O deputado alega que o adiamento das sanções financeiras é necessário para evitar “onerar as empresas face às enormes dificuldades decorrentes da pandemia”. “Não podemos esperar que todas as empresas que trabalham com armazenamento de dados consigam se adequar às normas previstas na LGPD até agosto de 2021, já que muitas não têm sequer condições econômicas de se manterem ativas em meio a este cenário caótico de crise mundial”, disse Bismarck.

Momento difícil

O projeto aparece em um contexto no qual já surgiram no Brasil dois grandes escândalos de segurança digital em 2021: a exposição de dados pessoais de mais de 200 milhões de cidadãos em janeiro, e um vazamento descoberto no início deste mês – que tornou público mais de 102 milhões de contas de celular.

Esse cenário se torna ainda mais desafiador pelo fato de que a maioria das empresas brasileiras não aumentou seus investimentos em segurança desde o surgimento da pandemia – apesar do crescimento das ameaças virtuais, de acordo com um estudo da Marsh e da Microsoft sobre as percepções de risco de cibersegurança na América Latina desde o início da pandemia.

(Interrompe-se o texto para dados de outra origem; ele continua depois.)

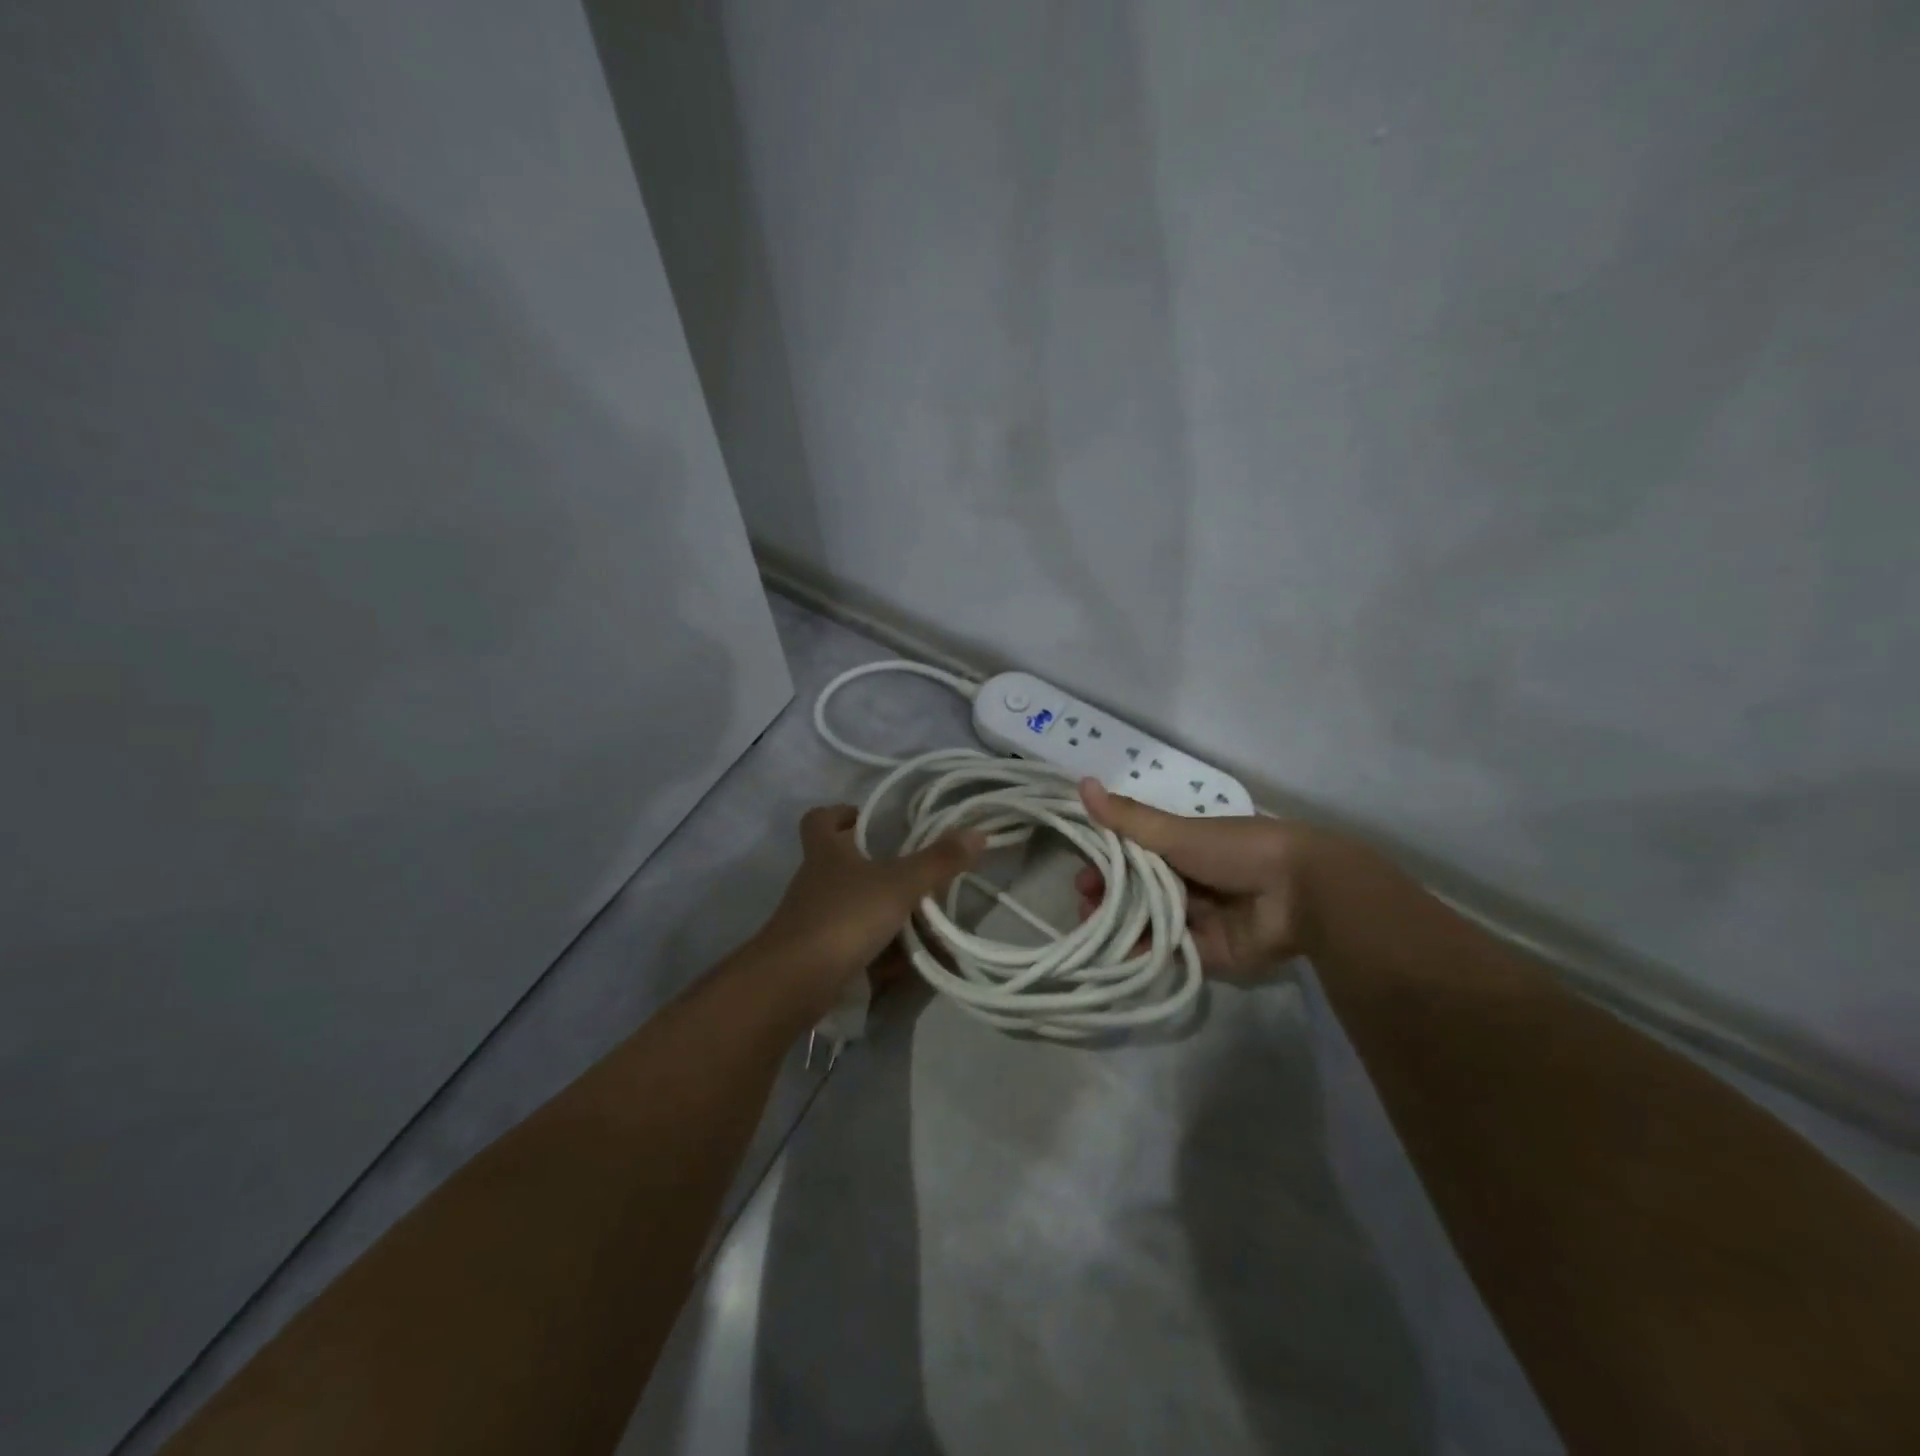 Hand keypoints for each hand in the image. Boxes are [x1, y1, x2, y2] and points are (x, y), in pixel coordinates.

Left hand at [752, 804, 985, 1014]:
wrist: (796, 981)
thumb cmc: (845, 916)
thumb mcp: (900, 885)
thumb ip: (938, 861)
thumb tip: (978, 833)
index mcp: (826, 853)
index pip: (819, 819)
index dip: (839, 813)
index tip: (866, 818)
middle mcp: (814, 882)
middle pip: (838, 864)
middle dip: (872, 867)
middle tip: (909, 871)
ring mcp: (812, 920)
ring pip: (849, 907)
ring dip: (879, 911)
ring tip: (919, 918)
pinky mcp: (816, 955)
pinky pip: (852, 944)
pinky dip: (876, 950)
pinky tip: (904, 962)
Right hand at [1076, 779, 1327, 978]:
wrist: (1299, 892)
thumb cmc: (1234, 850)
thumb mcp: (1175, 832)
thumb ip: (1128, 817)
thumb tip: (1081, 783)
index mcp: (1184, 848)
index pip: (1134, 856)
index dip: (1106, 865)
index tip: (1081, 876)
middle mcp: (1190, 881)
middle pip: (1139, 891)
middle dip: (1109, 898)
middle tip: (1084, 907)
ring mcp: (1200, 918)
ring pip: (1150, 922)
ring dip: (1120, 926)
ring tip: (1094, 932)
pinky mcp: (1211, 953)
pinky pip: (1171, 952)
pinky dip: (1144, 953)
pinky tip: (1116, 956) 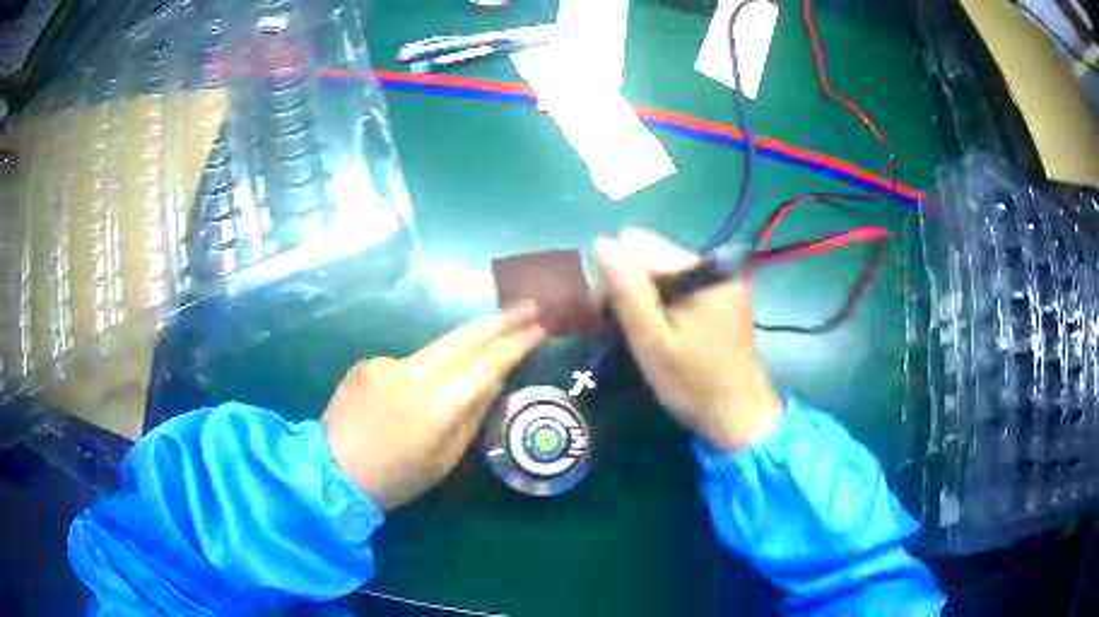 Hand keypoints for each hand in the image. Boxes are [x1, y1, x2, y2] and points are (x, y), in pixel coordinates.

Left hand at [322, 304, 545, 509]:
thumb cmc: (396, 477)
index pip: (486, 363)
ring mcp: (385, 362)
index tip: (540, 326)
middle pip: (463, 337)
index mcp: (436, 403)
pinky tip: (420, 392)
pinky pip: (409, 362)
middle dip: (499, 320)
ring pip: (436, 348)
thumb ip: (471, 414)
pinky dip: (426, 370)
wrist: (331, 471)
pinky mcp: (368, 363)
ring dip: (464, 345)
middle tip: (531, 305)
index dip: (516, 343)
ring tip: (488, 345)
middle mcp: (412, 371)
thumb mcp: (445, 458)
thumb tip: (493, 379)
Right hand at [595, 229, 782, 450]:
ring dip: (644, 295)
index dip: (615, 276)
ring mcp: (721, 280)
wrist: (739, 416)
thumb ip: (628, 292)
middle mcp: (716, 266)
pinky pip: (679, 284)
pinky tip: (659, 329)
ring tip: (640, 331)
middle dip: (630, 285)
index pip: (640, 248)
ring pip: (663, 270)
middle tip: (623, 327)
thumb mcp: (652, 342)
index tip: (605, 313)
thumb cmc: (693, 385)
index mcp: (703, 272)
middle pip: (653, 255)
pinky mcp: (722, 295)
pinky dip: (662, 301)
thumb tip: (602, 243) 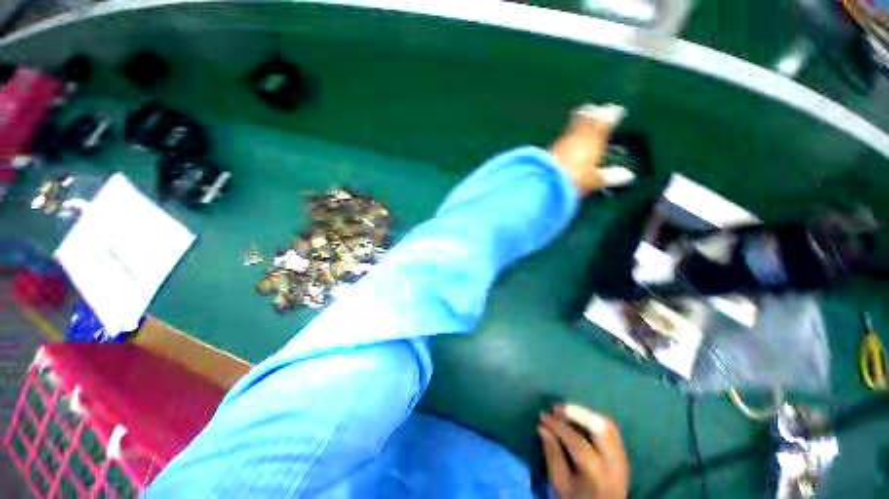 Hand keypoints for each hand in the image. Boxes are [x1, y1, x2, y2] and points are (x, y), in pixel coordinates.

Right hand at [538, 404, 629, 498]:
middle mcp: (614, 464)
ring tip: (567, 411)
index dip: (558, 426)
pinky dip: (594, 420)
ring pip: (608, 425)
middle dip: (577, 413)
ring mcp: (622, 459)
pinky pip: (611, 430)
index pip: (578, 442)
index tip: (543, 417)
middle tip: (557, 408)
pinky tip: (580, 420)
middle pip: (600, 428)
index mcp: (597, 475)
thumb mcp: (560, 484)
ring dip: (586, 414)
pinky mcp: (623, 456)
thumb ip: (552, 455)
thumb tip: (542, 427)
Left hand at [548, 104, 634, 195]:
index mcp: (595, 135)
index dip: (613, 114)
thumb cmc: (575, 178)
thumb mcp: (595, 180)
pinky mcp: (549, 148)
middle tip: (596, 109)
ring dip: (579, 119)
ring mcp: (562, 139)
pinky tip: (567, 138)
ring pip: (573, 124)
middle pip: (587, 116)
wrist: (545, 181)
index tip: (617, 111)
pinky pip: (563, 136)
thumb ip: (610, 176)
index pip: (607, 119)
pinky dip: (568, 134)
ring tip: (582, 116)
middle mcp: (578, 133)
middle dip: (593, 112)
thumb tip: (628, 176) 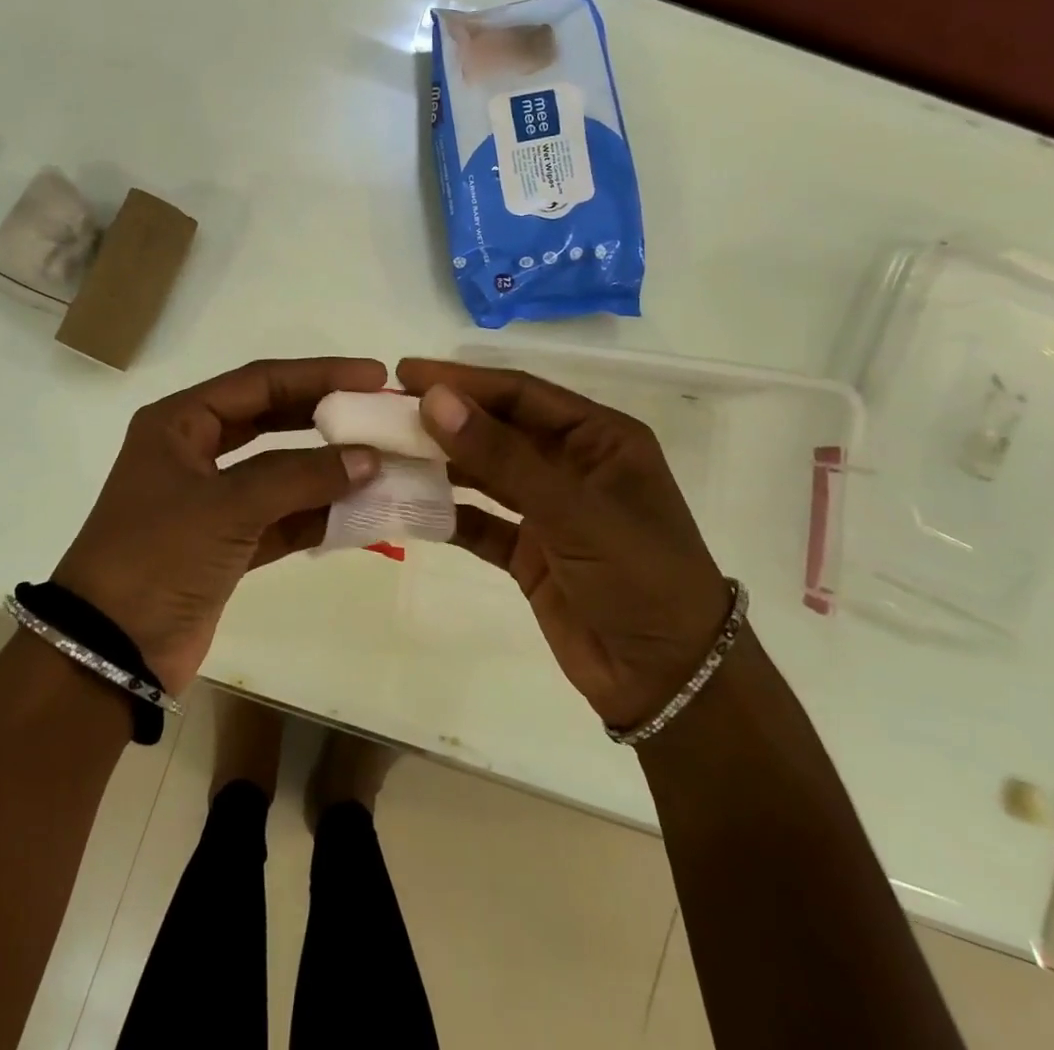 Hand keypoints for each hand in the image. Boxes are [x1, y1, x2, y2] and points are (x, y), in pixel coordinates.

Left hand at [52, 357, 385, 691]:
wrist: (110, 651)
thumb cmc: (157, 556)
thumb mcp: (227, 506)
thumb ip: (300, 478)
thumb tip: (368, 458)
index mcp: (180, 423)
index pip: (259, 382)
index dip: (318, 374)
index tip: (372, 375)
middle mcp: (194, 452)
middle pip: (272, 419)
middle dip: (325, 417)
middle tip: (380, 413)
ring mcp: (211, 500)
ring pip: (280, 472)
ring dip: (327, 471)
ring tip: (384, 464)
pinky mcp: (226, 544)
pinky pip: (281, 518)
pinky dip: (317, 516)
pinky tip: (361, 513)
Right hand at [398, 359, 733, 730]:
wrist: (670, 681)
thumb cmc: (638, 576)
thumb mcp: (573, 509)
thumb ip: (501, 455)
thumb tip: (434, 399)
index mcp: (600, 438)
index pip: (521, 393)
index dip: (463, 380)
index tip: (405, 373)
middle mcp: (572, 465)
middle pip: (498, 428)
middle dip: (445, 419)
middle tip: (384, 410)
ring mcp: (549, 510)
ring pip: (485, 473)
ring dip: (440, 464)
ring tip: (385, 451)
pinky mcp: (530, 551)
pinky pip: (480, 522)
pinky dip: (447, 514)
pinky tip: (407, 505)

Mesmo com o aumento nas ameaças à segurança, 56% das empresas brasileiras pesquisadas atualmente investem 10% ou menos de seu orçamento de TI em proteção de dados. De acordo com o estudo, 52% disseram que o investimento em segurança não mudou desde o início da quarentena.

O documento traz ainda outros detalhes surpreendentes. Quanto ao comportamento dos funcionários em relação à segurança, apenas 23% das empresas afirmaram que os colaboradores estão usando equipamentos fornecidos pela empresa. É um número que reflete a realidade da América Latina como um todo, onde 70% das organizações permitiram que seus trabalhadores usassem seus dispositivos pessoais na transição para o home office.

Isso aumentou muito a exposição a incidentes cibernéticos. Ainda assim, a segurança do acesso remoto é uma prioridade para apenas 12% dos entrevistados, sendo o segundo item da lista para somente 7% dos entrevistados.

Apenas um quarto das empresas latinas pesquisadas aumentou seus orçamentos de segurança cibernética após a pandemia, enquanto o aumento no orçamento de proteção de dados foi de 26%. Além disso, apenas 17% das organizações na América Latina têm seguro contra ameaças cibernéticas. Nesse contexto, mesmo que o projeto de lei seja aprovado, será necessária uma mudança no comportamento de boa parte das empresas, que precisarão adequar suas rotinas à LGPD o quanto antes. Afinal, cedo ou tarde, em algum momento eventuais multas virão em caso de descumprimento das regras.